I last visited Houston in 2001 for my 20th class reunion just a week before 9/11. Prior to that, I last visited in 1984.
I learned to drive in boomtown Houston, lots of traffic, aggressive drivers, shotguns and open beer cans. Today, thanks to the construction of two large toll roads, it seems to be easier to get around. 610 loop is still there, but Beltway 8 has replaced it as the main suburban loop. FM 1960 can be up to 7 lanes wide, and the Velvet Ghetto I came from is more like a real ghetto now.
Suburban flight now goes up to The Woodlands, a mammoth planned development which was still just getting off the ground in 1977, when we first moved to the area. While mocked by the hipsters that live 'in town', I could see myself living in just this type of area. Lots of shopping, lots of things to do, a riverwalk, office buildings, hotels, and even an outdoor venue for concerts.
My friend, David, and I were invited to an informal get together on Saturday. Hosted by Linda (see First Kiss blog 2 1/2 years ago) and her husband, Joe, in attendance was Lori, the one that broke (crushed, removed, stomped, etc) my heart so very long ago. We're all still friends. I think being friends with Lori was pre-destined...escalating the relationship as we did in the early '80's was not meant to be.
Meeting up with Lori, even 25 years after the fact, can be somewhat anxiety producing. Perhaps she symbolizes what can happen when I make dumb mistakes. Perhaps she is the symbol of some ideal that I thought I was entitled to in my romantic youth. I'm not sure.

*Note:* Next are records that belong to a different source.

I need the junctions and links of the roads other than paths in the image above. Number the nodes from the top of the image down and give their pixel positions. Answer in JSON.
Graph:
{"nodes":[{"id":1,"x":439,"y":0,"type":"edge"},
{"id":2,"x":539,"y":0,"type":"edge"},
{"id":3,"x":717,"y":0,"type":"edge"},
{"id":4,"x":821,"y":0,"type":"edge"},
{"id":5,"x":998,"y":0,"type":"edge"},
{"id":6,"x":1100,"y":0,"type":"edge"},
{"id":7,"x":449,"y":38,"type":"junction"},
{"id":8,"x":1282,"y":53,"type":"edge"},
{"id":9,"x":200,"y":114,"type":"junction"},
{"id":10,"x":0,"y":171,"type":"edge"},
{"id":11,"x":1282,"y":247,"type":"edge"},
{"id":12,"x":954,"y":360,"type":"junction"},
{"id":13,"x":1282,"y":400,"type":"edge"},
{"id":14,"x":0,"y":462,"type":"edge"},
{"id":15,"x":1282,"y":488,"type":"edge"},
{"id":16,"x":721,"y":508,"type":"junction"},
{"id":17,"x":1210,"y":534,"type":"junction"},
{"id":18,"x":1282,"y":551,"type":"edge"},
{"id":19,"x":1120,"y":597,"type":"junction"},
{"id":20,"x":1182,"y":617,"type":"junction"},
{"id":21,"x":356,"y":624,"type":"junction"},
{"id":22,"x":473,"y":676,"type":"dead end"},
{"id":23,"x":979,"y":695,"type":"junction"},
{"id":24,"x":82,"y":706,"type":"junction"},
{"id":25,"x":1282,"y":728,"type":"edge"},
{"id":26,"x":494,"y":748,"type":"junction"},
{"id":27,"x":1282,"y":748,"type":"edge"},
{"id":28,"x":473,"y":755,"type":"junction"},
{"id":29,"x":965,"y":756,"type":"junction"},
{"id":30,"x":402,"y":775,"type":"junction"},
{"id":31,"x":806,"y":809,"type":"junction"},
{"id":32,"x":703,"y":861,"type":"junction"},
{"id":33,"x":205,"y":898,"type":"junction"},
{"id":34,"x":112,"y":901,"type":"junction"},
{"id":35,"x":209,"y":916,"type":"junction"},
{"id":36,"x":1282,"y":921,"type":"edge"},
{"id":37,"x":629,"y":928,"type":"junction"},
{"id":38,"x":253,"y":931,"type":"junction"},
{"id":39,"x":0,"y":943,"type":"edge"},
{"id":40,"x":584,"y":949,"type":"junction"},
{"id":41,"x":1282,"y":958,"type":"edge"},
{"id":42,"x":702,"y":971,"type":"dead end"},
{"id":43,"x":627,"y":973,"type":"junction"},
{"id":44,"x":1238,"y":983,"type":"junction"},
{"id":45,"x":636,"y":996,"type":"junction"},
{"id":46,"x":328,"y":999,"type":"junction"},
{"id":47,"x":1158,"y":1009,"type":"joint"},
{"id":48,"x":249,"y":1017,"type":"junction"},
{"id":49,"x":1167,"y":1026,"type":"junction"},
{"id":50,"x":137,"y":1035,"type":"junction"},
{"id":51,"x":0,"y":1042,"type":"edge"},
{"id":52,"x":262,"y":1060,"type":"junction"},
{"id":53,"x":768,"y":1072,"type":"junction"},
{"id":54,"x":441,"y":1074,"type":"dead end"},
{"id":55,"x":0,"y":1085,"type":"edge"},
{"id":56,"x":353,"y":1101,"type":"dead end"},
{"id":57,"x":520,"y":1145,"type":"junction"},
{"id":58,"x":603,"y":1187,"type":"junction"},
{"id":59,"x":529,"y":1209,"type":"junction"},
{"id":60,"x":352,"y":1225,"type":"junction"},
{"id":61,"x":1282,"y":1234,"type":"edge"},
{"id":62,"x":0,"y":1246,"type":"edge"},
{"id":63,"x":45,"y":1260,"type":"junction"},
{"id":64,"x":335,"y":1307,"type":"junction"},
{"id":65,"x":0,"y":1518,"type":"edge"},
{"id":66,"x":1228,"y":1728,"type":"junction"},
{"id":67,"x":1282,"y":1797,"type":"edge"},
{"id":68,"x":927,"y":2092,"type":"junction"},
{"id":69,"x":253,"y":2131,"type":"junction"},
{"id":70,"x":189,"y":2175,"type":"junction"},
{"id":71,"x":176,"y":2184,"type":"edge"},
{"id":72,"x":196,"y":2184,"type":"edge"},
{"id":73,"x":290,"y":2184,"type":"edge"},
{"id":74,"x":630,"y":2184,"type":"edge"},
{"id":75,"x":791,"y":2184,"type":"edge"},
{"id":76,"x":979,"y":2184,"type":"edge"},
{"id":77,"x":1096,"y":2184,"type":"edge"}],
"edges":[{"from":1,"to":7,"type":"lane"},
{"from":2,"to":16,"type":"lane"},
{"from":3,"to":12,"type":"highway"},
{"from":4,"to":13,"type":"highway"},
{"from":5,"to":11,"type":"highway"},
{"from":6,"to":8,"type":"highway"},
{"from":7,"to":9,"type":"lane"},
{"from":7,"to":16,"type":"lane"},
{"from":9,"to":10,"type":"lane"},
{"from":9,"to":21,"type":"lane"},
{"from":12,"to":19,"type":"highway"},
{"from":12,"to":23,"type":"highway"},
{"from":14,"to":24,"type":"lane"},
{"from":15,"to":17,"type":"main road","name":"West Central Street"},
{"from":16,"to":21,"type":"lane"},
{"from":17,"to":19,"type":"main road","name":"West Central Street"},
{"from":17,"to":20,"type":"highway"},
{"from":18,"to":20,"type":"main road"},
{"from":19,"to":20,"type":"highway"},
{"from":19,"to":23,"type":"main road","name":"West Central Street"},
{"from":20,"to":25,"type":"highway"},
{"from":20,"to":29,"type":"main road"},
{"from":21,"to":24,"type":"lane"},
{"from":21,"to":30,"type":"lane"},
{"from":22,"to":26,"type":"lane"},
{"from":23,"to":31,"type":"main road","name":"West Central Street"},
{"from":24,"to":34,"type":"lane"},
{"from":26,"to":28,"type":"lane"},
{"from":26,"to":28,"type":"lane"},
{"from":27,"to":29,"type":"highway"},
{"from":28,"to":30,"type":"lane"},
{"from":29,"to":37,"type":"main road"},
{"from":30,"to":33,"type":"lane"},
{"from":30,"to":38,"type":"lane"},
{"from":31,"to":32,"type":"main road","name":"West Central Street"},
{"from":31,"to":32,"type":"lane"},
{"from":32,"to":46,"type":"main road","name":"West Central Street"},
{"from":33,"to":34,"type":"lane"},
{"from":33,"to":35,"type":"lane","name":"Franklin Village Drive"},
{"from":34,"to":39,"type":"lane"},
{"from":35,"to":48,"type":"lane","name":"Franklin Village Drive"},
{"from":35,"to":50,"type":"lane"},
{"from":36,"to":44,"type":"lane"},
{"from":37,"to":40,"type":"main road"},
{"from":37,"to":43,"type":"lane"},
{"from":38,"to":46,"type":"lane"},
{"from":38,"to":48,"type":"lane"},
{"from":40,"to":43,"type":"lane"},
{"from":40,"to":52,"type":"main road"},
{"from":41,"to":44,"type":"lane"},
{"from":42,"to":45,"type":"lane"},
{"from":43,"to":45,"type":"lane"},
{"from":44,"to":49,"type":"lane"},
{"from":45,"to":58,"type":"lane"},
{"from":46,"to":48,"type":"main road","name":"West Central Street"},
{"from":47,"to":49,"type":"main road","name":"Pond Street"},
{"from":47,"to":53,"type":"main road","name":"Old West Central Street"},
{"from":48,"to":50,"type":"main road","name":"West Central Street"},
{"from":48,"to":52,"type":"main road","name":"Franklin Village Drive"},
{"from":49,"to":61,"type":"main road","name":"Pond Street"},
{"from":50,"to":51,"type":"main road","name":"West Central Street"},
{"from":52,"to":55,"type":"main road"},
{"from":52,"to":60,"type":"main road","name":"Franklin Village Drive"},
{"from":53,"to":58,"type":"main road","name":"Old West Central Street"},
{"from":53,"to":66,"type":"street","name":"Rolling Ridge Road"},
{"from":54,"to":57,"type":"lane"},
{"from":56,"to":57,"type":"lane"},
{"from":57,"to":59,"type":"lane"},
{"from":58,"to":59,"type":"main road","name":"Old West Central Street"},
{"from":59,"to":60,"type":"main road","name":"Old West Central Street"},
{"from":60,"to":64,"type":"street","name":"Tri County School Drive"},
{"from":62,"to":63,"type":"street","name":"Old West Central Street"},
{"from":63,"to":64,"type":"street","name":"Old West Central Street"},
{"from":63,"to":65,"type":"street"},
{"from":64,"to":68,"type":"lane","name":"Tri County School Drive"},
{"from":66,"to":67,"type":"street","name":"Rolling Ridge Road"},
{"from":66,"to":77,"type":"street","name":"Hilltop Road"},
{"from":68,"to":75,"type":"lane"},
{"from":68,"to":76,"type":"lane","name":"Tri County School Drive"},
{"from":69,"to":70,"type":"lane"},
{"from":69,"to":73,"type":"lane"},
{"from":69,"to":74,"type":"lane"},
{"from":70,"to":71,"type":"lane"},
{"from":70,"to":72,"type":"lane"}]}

This time, however, the years have cleared my vision quite a bit. Lori is Lori. Petite, blond, perky. At 44 however, she's becoming her mom: prim, proper, and almost matricarchal. I think for the first time in the 30 years I've known her, I question what my attraction was. Well, I know what my attraction was, I guess now I feel a whole lot better about myself for the way things turned out. She's still petite, blond and perky. But I realize that she isn't some type of 'standard' that I should be measuring myself against.
I'm hopelessly in love with my wife. She is a better match for me than Lori ever could be. I think I spent a lot of time thinking that it was some deficiency on my part that never met Lori's expectations. I will never meet her expectations, but it's not because there is something deficient in me. It was just never meant to be.